Kami menaruh hot dog yang sudah selesai di atas palet di gerobak yang diletakkan di samping, dan saat aku selesai menata roti baru di talenan, roti isi berikutnya kembali dari Toiro.


"......Dulu, kita pernah mencoba mencetak rekor di game tembak-menembak scroll horizontal sambil melawan zombie, kan? Berkali-kali."

Aku berkata, dan Toiro berseru, "Ah, ya."


"Itu seru. Di antara game yang dimainkan berdua, itu mungkin yang paling sering kita mainkan?"


"Ya, benar. Nostalgia, ya."


Toiro berada di depan sambil terus maju dengan pistol di tangan, sedangkan aku mengikuti dari belakang sambil mengalahkan musuh yang mendekat. Kami masing-masing secara alami menangani musuh dari berbagai sudut.


Mungkin karena situasi ini mirip dengan itu, ingatan tentang game itu muncul begitu saja.

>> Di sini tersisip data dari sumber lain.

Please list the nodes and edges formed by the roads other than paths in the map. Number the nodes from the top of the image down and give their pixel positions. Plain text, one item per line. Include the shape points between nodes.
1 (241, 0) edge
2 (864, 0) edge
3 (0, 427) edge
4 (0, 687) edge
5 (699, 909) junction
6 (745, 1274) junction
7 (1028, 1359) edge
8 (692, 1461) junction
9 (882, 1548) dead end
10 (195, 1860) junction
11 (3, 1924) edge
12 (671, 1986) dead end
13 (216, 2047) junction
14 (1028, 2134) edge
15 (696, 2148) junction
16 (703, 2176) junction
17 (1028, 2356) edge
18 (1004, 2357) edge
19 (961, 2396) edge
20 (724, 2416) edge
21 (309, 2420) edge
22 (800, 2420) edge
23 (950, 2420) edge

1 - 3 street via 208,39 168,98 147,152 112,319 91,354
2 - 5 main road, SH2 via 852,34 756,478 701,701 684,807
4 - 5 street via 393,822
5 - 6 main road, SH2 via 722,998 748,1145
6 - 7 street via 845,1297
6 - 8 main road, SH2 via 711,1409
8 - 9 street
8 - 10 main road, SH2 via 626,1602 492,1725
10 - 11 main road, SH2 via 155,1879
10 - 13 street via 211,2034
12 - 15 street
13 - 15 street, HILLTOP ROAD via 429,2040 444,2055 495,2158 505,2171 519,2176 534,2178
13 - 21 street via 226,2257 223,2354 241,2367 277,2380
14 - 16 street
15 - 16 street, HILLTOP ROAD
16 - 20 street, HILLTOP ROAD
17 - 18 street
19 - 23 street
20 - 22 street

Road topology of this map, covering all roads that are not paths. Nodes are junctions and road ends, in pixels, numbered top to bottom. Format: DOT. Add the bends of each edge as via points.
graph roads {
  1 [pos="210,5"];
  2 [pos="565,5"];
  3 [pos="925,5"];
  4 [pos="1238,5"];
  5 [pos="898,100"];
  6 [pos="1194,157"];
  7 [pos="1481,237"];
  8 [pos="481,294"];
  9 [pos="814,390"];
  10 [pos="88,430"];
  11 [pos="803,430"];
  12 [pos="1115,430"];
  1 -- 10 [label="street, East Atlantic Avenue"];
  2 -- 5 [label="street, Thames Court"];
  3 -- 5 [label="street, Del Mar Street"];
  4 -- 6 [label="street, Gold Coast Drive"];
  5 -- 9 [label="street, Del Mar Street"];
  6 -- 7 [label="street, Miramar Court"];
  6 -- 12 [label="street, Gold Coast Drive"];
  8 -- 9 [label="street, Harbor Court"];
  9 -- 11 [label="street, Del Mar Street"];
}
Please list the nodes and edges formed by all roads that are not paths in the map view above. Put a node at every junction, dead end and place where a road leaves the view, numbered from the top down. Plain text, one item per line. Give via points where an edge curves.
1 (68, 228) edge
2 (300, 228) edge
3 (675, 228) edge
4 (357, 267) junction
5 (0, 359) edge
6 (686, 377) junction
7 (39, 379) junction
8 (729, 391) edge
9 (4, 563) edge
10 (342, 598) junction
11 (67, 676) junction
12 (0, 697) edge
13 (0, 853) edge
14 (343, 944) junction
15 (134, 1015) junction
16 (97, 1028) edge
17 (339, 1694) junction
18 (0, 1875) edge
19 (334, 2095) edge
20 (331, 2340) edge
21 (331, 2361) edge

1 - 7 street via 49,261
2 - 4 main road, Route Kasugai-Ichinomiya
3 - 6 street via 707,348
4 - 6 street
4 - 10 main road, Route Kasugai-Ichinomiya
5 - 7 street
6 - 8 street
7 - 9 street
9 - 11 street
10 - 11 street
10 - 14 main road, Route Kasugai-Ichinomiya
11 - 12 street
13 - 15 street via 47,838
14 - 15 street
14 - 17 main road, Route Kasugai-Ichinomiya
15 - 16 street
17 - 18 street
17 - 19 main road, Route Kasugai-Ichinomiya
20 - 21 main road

Sambil menyelingi obrolan ringan seperti itu, kami terus bekerja selama sekitar sepuluh menit, sampai akhirnya botol saus tomat yang sejak awal sudah sedikit mulai mengeluarkan bunyi gembos.


—Wah, habis.


Saat aku berpikir begitu dan menoleh ke samping, ternyata Toiro sudah berjalan menuju kulkas. Dia mengambil saus tomat baru dari dalam kulkas besar untuk keperluan bisnis dan melemparkannya kepadaku. Aku menangkapnya dengan sigap, membuka segelnya, dan segera mengerjakan hot dog di depanku. Toiro kembali bekerja, mengoper roti isi kepadaku tanpa mengurangi kecepatan.

Begitulah, kami terus memproduksi hot dog dari roti dan bahan lainnya di depan kami. Bungkus roti baru perlahan habis, dan akhirnya tiba di bungkus terakhir.


Toiro menyiapkan plastik wrap untukku di akhir, dan aku dengan cepat membungkus hot dog terakhir itu.


“"Selesai!"”


Begitu hot dog terakhir diletakkan di atas palet, kami bersorak bersama. Kami berdua saling menjabat tangan kanan. Saat itu, terdengar tepuk tangan yang bersahutan dari sekeliling. Ketika kulihat, lima orang staf dapur yang ada di sana sedang menatap kami sambil bertepuk tangan.


"Keren, kalian berdua. Kombinasi tadi luar biasa."


"Kaget banget, sih. Bisa buat hot dog sebanyak ini dalam waktu sesingkat itu."


Seorang pria sekitar tiga puluhan yang sedang menggoreng kentang dan seorang gadis yang mungkin mahasiswa yang bertugas di bagian minuman, mengucapkan pujian mereka.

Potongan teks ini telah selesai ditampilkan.